Sal professes to have hundreds of favorite horses. “It’s the horses that respond well that tend to be your favorites,” he notes. “They tend to have the personalities that match with you, where they allow you in. Just like with dressage, the ultimate is to blur the distinction between horse and rider and create a new single entity. That happens with me with horses in a massage sometimes – the distinction between the two of us is really blurred. There’s nothing else that exists around us. It’s just us and it becomes more of a ‘one’ thing. Those are the experiences that are the ultimate. It’s amazing. I live for it.”

Of course, Sal is not only grateful to the horses for helping him find fulfillment in life, but also to the humans connected to them. “I thank everyone who gave me the chance, especially those in the beginning who gave me a shot,” he avers. “That’s the other thing that’s so fulfilling about my life – the trust that people have in me with their horses.”

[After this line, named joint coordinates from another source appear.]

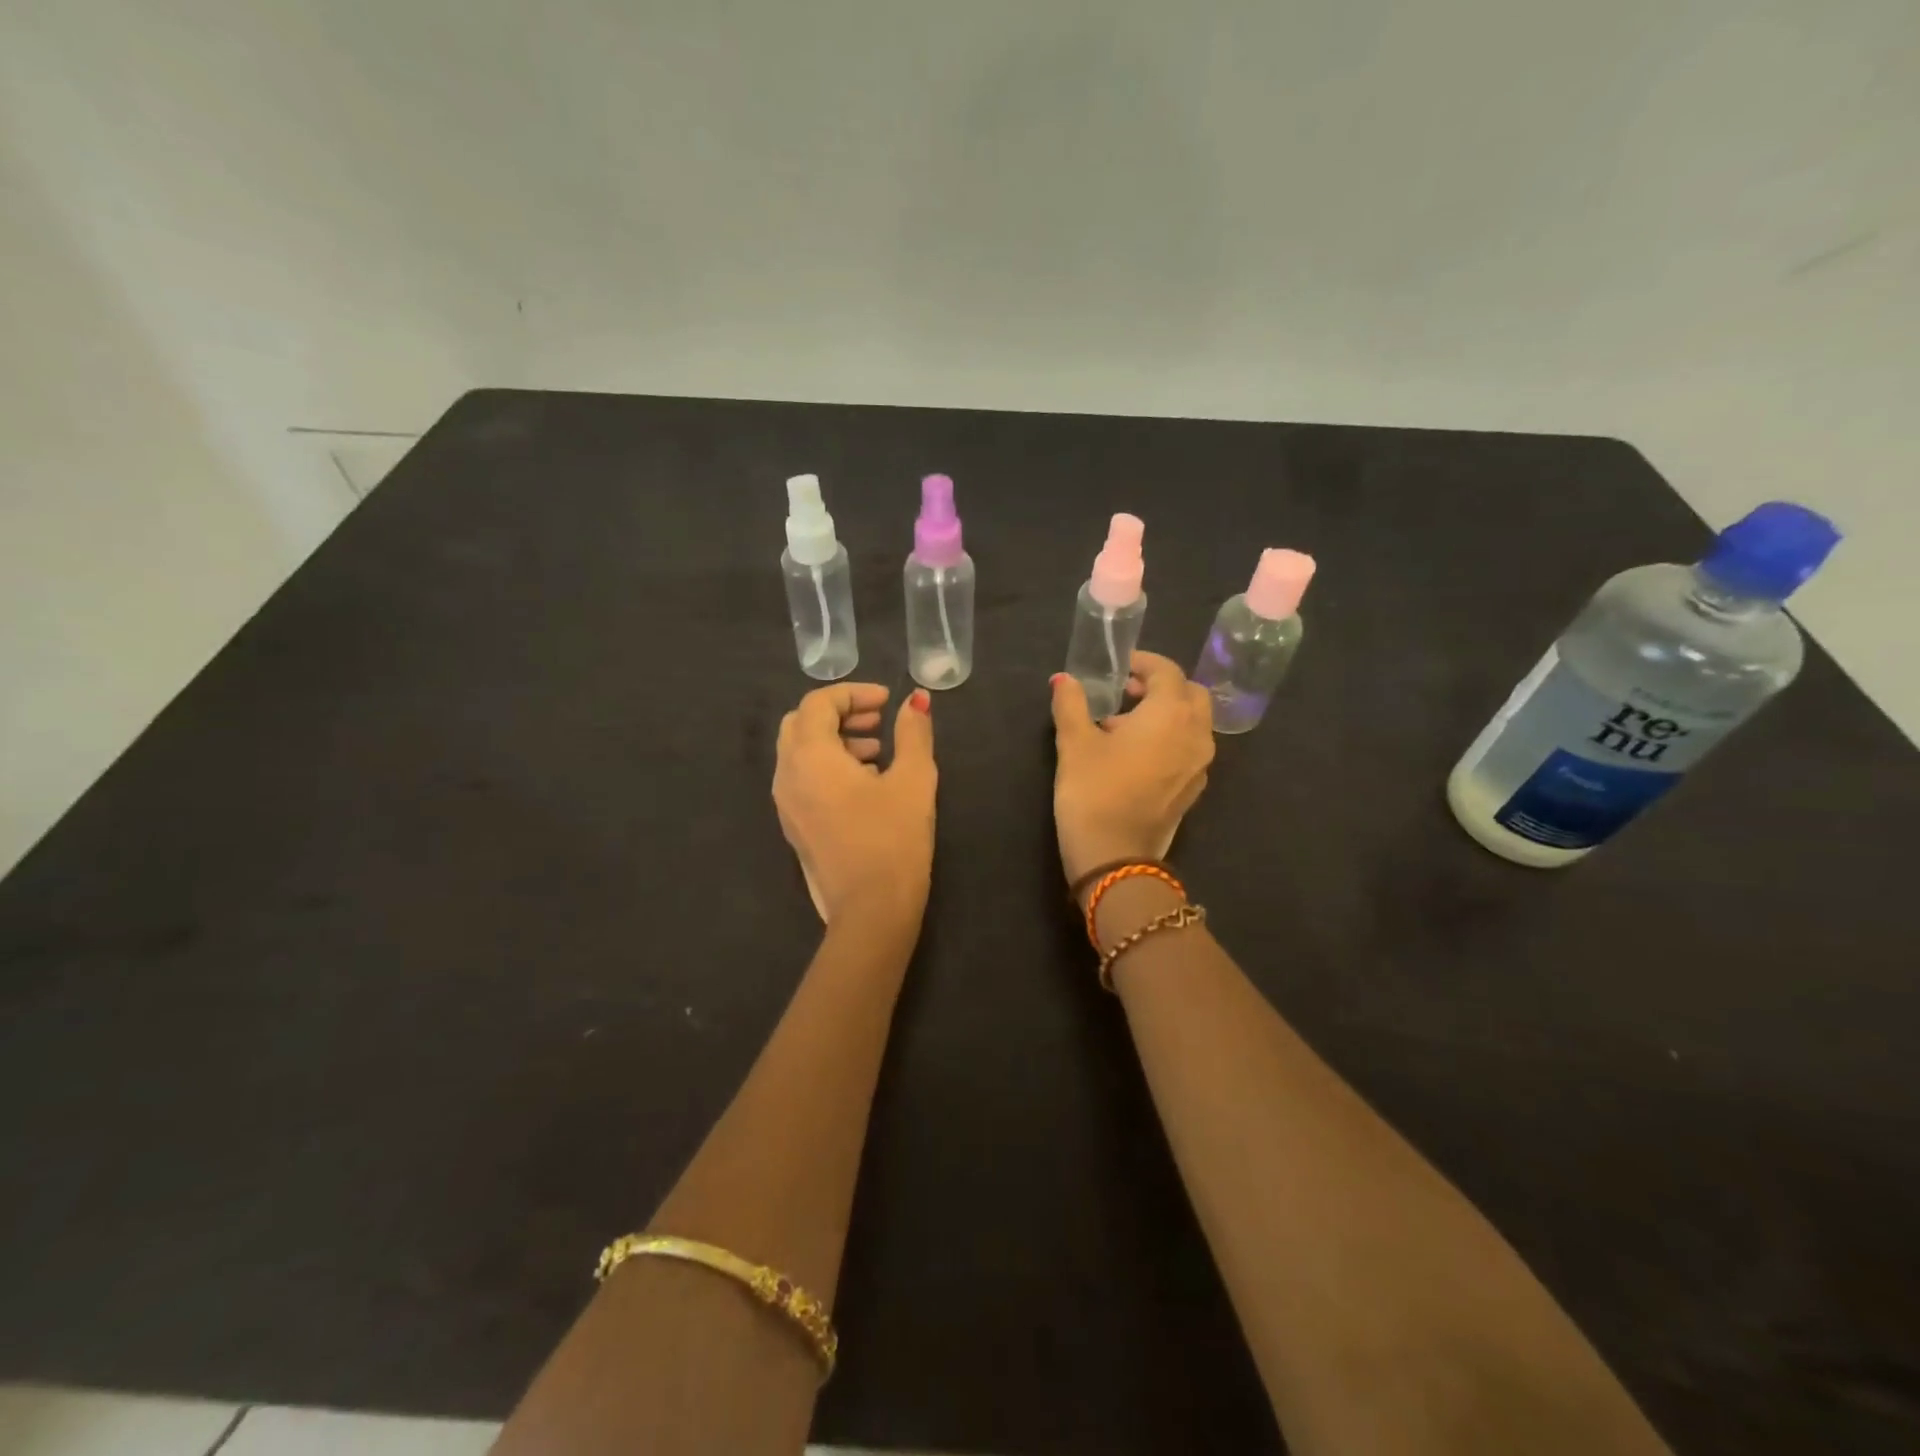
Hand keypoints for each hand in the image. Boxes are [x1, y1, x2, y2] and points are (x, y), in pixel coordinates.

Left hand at [774, 682, 936, 927]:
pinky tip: (866, 784)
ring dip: (835, 741)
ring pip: (800, 753)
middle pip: (801, 724)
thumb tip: (917, 700)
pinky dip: (828, 767)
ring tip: (878, 752)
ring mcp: (786, 804)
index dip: (853, 693)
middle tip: (878, 721)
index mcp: (810, 756)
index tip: (887, 701)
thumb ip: (913, 733)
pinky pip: (803, 779)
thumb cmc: (894, 838)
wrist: (870, 910)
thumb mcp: (913, 779)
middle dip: (839, 714)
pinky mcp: (794, 826)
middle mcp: (787, 775)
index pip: (818, 703)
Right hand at [1050, 652, 1213, 889]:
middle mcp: (1196, 733)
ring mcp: (1200, 764)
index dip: (1144, 663)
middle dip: (1161, 686)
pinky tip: (1135, 756)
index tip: (1120, 667)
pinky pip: (1189, 748)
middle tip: (1126, 692)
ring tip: (1123, 726)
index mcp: (1171, 713)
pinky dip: (1170, 738)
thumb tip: (1063, 679)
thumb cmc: (1093, 791)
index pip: (1168, 671)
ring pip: (1193, 723)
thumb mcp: (1074, 742)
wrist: (1114, 857)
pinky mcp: (1194, 789)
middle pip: (1190, 694)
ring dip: (1166, 713)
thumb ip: (1071, 704)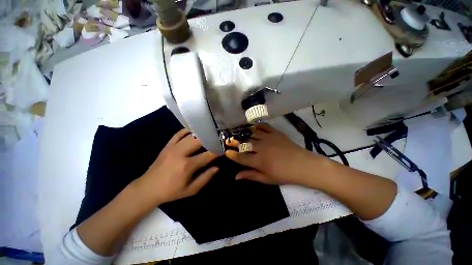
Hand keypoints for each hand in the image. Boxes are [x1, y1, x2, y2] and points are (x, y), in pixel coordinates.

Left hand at [134, 128, 218, 204]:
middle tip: (217, 140)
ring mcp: (173, 147)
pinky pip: (179, 133)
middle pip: (199, 141)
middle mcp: (181, 153)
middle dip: (210, 139)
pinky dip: (188, 130)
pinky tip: (194, 131)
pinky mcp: (167, 145)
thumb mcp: (191, 190)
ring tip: (209, 134)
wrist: (147, 188)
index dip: (217, 152)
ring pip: (190, 135)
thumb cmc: (171, 191)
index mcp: (187, 166)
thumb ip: (205, 178)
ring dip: (201, 134)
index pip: (207, 155)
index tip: (223, 150)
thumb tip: (217, 167)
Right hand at [225, 124, 323, 185]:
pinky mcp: (275, 133)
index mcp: (259, 161)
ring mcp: (268, 139)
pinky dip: (258, 126)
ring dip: (245, 134)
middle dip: (235, 142)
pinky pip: (264, 127)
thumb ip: (251, 176)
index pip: (241, 157)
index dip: (232, 155)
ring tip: (240, 134)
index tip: (226, 152)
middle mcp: (261, 148)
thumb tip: (236, 177)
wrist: (302, 165)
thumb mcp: (267, 179)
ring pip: (252, 134)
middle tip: (229, 141)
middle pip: (245, 144)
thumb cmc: (284, 174)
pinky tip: (254, 127)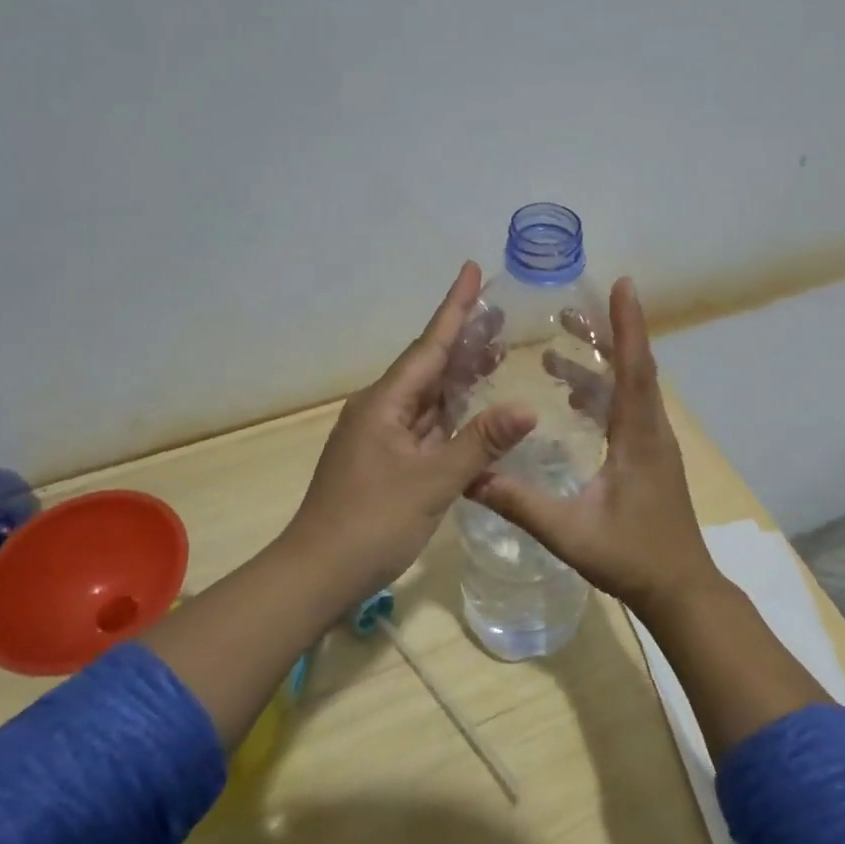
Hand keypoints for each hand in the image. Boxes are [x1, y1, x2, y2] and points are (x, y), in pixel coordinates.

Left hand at [286, 262, 535, 601]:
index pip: (428, 345)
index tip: (472, 270)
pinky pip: (425, 424)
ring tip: (495, 353)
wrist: (318, 573)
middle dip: (463, 339)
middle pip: (429, 365)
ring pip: (428, 396)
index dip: (455, 308)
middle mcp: (380, 410)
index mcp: (385, 403)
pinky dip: (452, 413)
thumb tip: (526, 409)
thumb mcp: (432, 481)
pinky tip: (473, 411)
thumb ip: (480, 443)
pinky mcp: (385, 461)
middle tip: (501, 316)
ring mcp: (381, 436)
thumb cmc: (371, 522)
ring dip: (459, 376)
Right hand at [468, 277, 720, 614]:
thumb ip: (520, 503)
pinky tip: (573, 399)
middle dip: (604, 334)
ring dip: (597, 366)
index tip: (622, 285)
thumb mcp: (570, 532)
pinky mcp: (650, 458)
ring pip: (629, 390)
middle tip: (566, 310)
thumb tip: (469, 477)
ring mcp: (654, 444)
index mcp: (639, 438)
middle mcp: (652, 431)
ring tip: (554, 351)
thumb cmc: (632, 557)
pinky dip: (601, 394)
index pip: (635, 369)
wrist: (680, 589)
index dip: (628, 325)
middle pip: (633, 369)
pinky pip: (627, 410)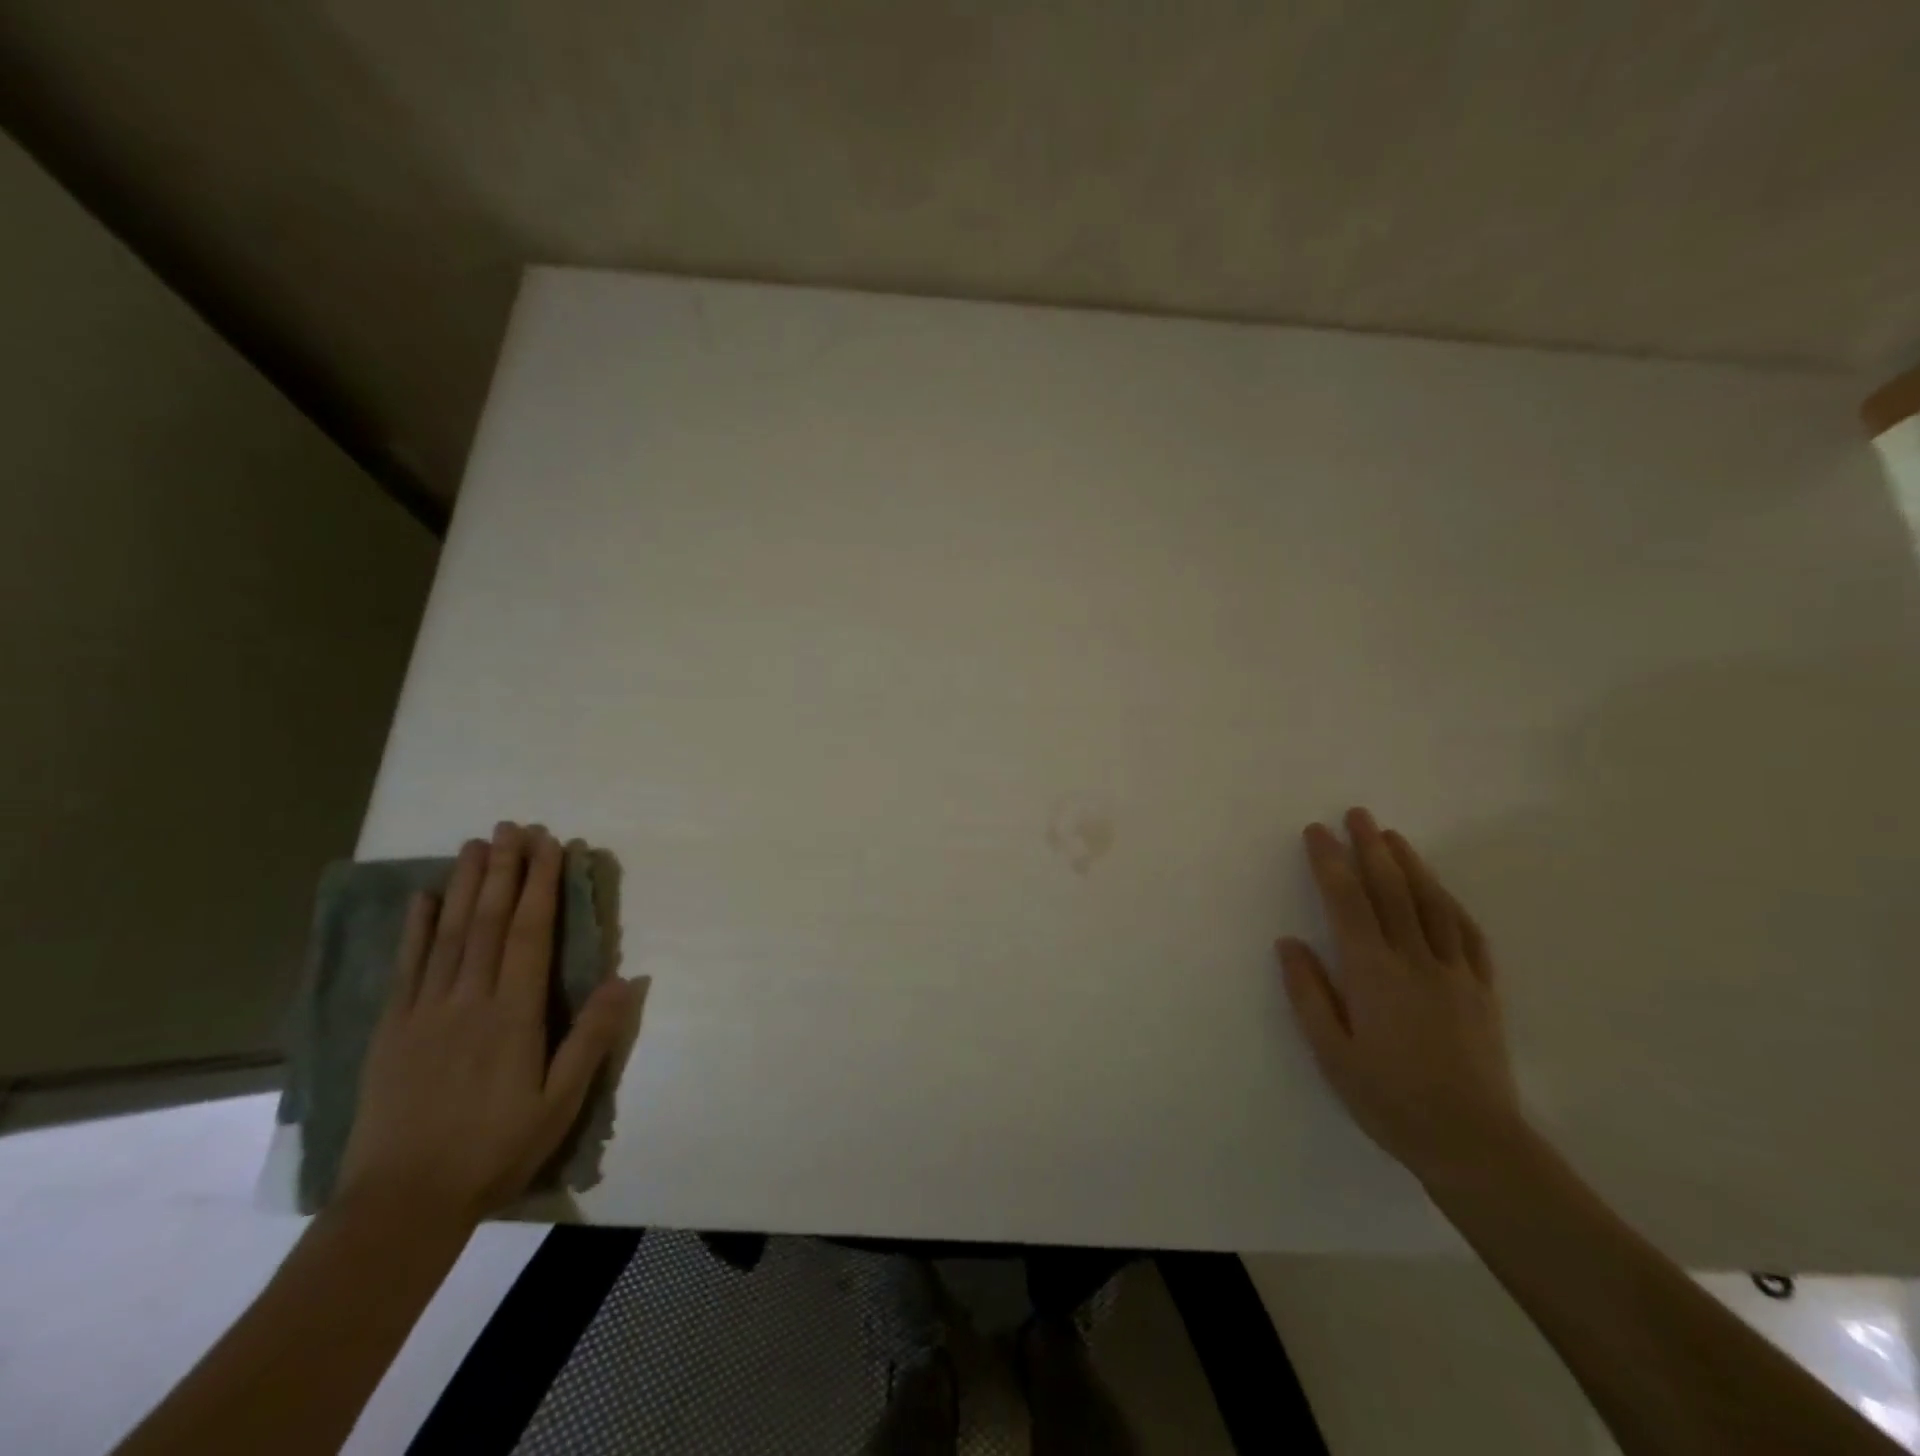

While creating a successful career with horses has been the central focus of Sal’s life for 10 years, he is now adding another dimension to his sense of fulfillment and shares, “Anybody who does the sporthorse thing has fallen into the trap of the travel and moving every six months. Some people are OK with it, some people grow tired of it, but with almost everybody it affects their relationships. I want to have a home, a year-round presence in New England, and develop the northeast market. I’ll always have a presence in the sporthorse world because it’s good for business and it’s where I learn from those riders, horses, and vets, but it’s really important for me to create a home in New England.”

Sal notes that he’ll never give up his practice in Wellington, but in the future he will limit his time there to a few weeks in November and December and then the majority of January, February, and March when the New England market is in the deep freeze and the Florida show season is peaking.